Exactly as they appear, copy the lines of the listing from the one containing "Trace all roads that" through the final line, both included, and nothing else.

BEGIN DATA SHOWN

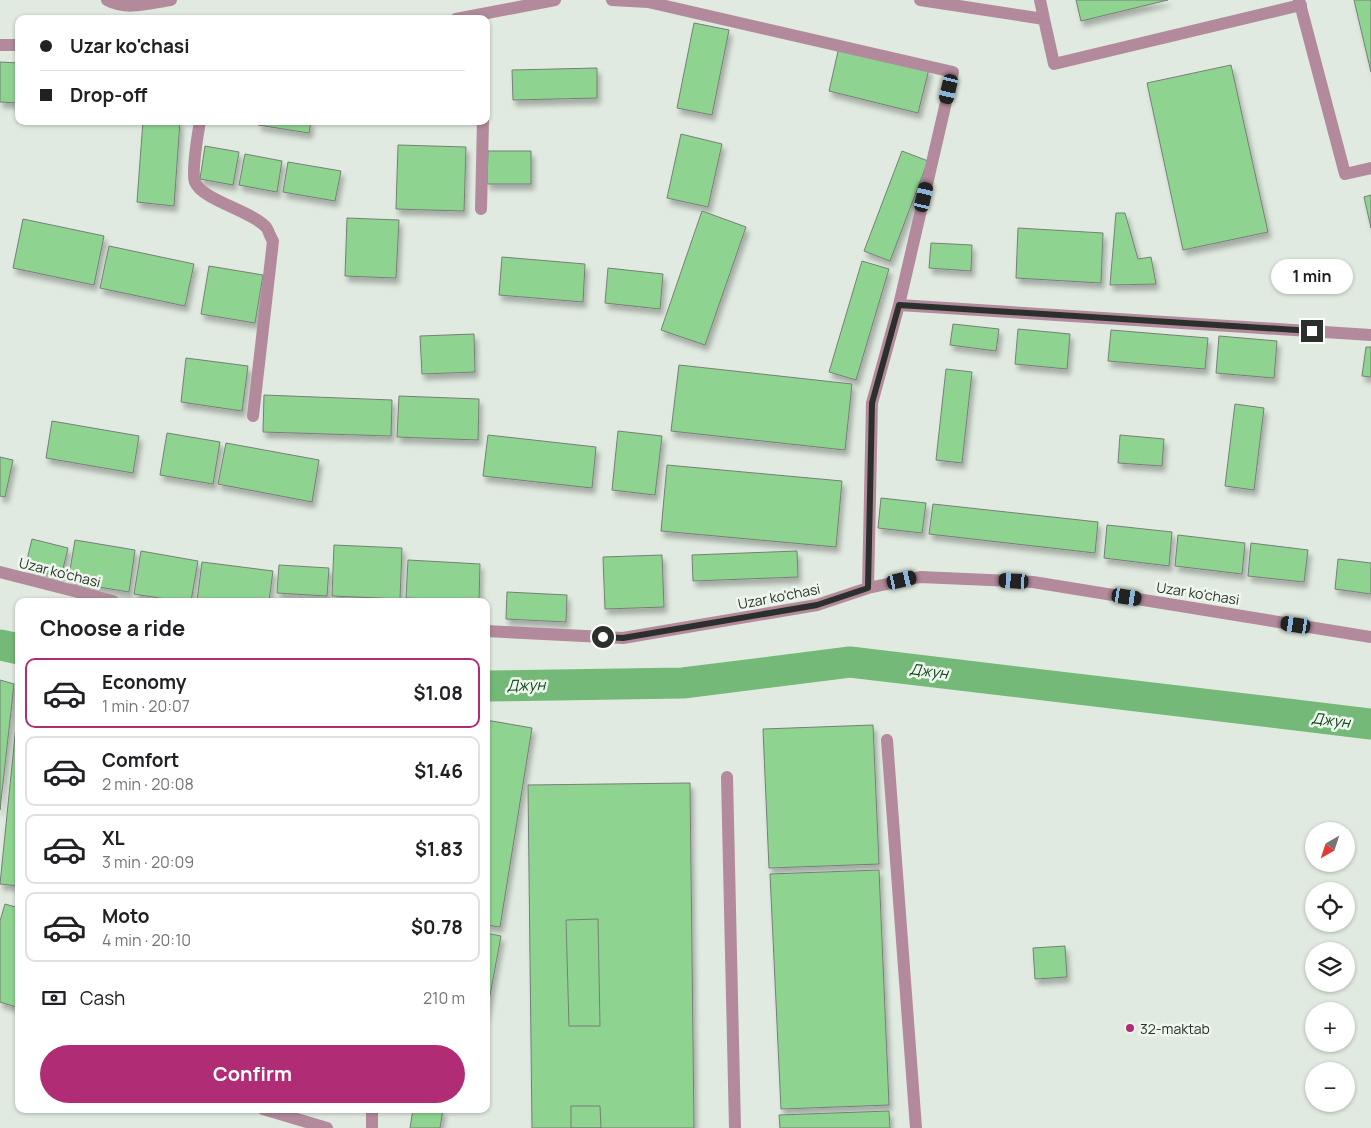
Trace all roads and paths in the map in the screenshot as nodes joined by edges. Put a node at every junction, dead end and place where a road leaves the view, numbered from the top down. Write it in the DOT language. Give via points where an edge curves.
graph roads {
  1 [pos="107,0"];
  2 [pos="172,0"];
  3 [pos="555,0"];
  4 [pos="612,0"];
  5 [pos="920,0"];
  6 [pos="1040,0"];
  7 [pos="1300,2"];
  8 [pos="490,15"];
  9 [pos="1044,19"];
  10 [pos="0,45"];
  11 [pos="15,45"];
  12 [pos="200,125"];
  13 [pos="483,125"];
  14 [pos="1371,168"];
  15 [pos="481,209"];
  16 [pos="899,305"];
  17 [pos="1371,335"];
  18 [pos="253,416"];
  19 [pos="0,572"];
  20 [pos="868,588"];
  21 [pos="101,598"];
  22 [pos="490,631"];
  23 [pos="1371,637"];
  24 [pos="887,740"];
  25 [pos="726,777"];
  26 [pos="276,1113"];
  27 [pos="372,1113"];
  28 [pos="327,1128"];
  29 [pos="372,1128"];
  30 [pos="735,1128"];
  31 [pos="916,1128"];
  1 -- 2 [label="street" via="130,7"];
  3 -- 8 [label="street"];
  4 -- 16 [label="street" via="648,2 954,72"];
  5 -- 9 [label="street"];
  6 -- 9 [label="street"];
  7 -- 9 [label="street" via="1054,64"];
  7 -- 14 [label="street" via="1345,174"];
  10 -- 11 [label="street"];
  12 -- 18 [label="street" via="195,183 210,196 265,227 272,241"];
  13 -- 15 [label="street"];
  16 -- 17 [label="street"];
  16 -- 20 [label="street" via="872,403"];
  19 -- 21 [label="street, Uzar ko'chasi"];
  20 -- 22 [label="street, Uzar ko'chasi" via="817,605 623,638"];
  20 -- 23 [label="street, Uzar ko'chasi" via="920,577 1033,582"];
  24 -- 31 [label="street"];
  25 -- 30 [label="street"];
  26 -- 28 [label="street"];
  27 -- 29 [label="street"];
}
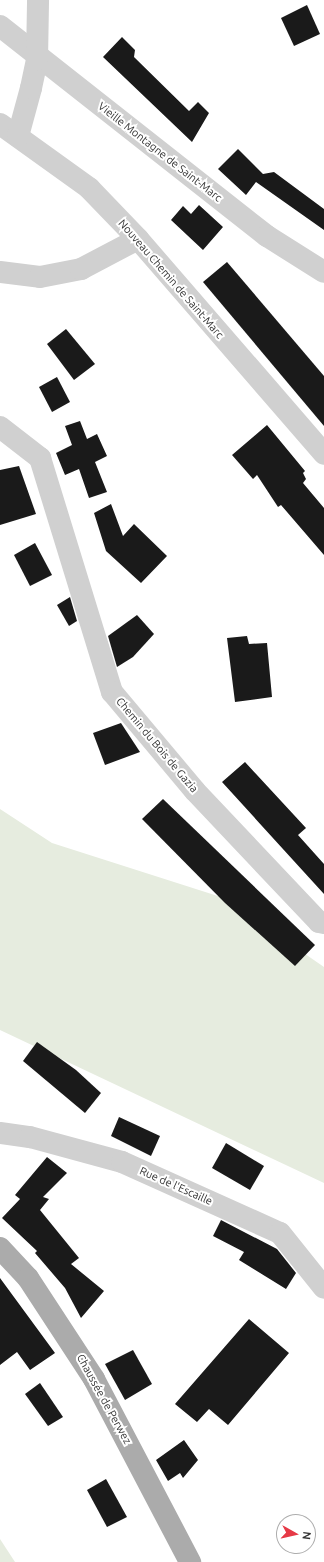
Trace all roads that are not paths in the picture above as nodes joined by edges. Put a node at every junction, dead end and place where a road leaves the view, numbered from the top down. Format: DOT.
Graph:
graph roads {
  1 [pos="38,0"];
  2 [pos="0,26"];
  3 [pos="0,124"];
  4 [pos="18,136"];
  5 [pos="138,239"];
  6 [pos="0,272"];
  7 [pos="324,272"];
  8 [pos="0,427"];
  9 [pos="324,454"];
  10 [pos="324,924"];
  11 [pos="0,1133"];
  12 [pos="0,1248"];
  13 [pos="324,1288"];
  14 [pos="190,1562"];
  1 -- 4 [label="street, bridge"];
  2 -- 7 [label="street, Vieille Montagne de Saint-Marc"];
  3 -- 4 [label="street, Nouveau Chemin de Saint-Marc"];
  4 -- 5 [label="street, Nouveau Chemin de Saint-Marc"];
  5 -- 6 [label="street"];
  5 -- 9 [label="street, Nouveau Chemin de Saint-Marc"];
  8 -- 10 [label="street, Chemin du Bois de Gazia"];
  11 -- 13 [label="street, Rue de l'Escaille"];
  12 -- 14 [label="main road, Chaussée de Perwez"];
}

END DATA SHOWN

## SOLVED PROBLEM:
Trace all roads that are not paths in the picture above as nodes joined by edges. Put a node at every junction, dead end and place where a road leaves the view, numbered from the top down. Format: DOT.
Graph:
graph roads {
  1 [pos="38,0"];
  2 [pos="0,26"];
  3 [pos="0,124"];
  4 [pos="18,136"];
  5 [pos="138,239"];
  6 [pos="0,272"];
  7 [pos="324,272"];
  8 [pos="0,427"];
  9 [pos="324,454"];
  10 [pos="324,924"];
  11 [pos="0,1133"];
  12 [pos="0,1248"];
  13 [pos="324,1288"];
  14 [pos="190,1562"];
  1 -- 4 [label="street, bridge"];
  2 -- 7 [label="street, Vieille Montagne de Saint-Marc"];
  3 -- 4 [label="street, Nouveau Chemin de Saint-Marc"];
  4 -- 5 [label="street, Nouveau Chemin de Saint-Marc"];
  5 -- 6 [label="street"];
  5 -- 9 [label="street, Nouveau Chemin de Saint-Marc"];
  8 -- 10 [label="street, Chemin du Bois de Gazia"];
  11 -- 13 [label="street, Rue de l'Escaille"];
  12 -- 14 [label="main road, Chaussée de Perwez"];
}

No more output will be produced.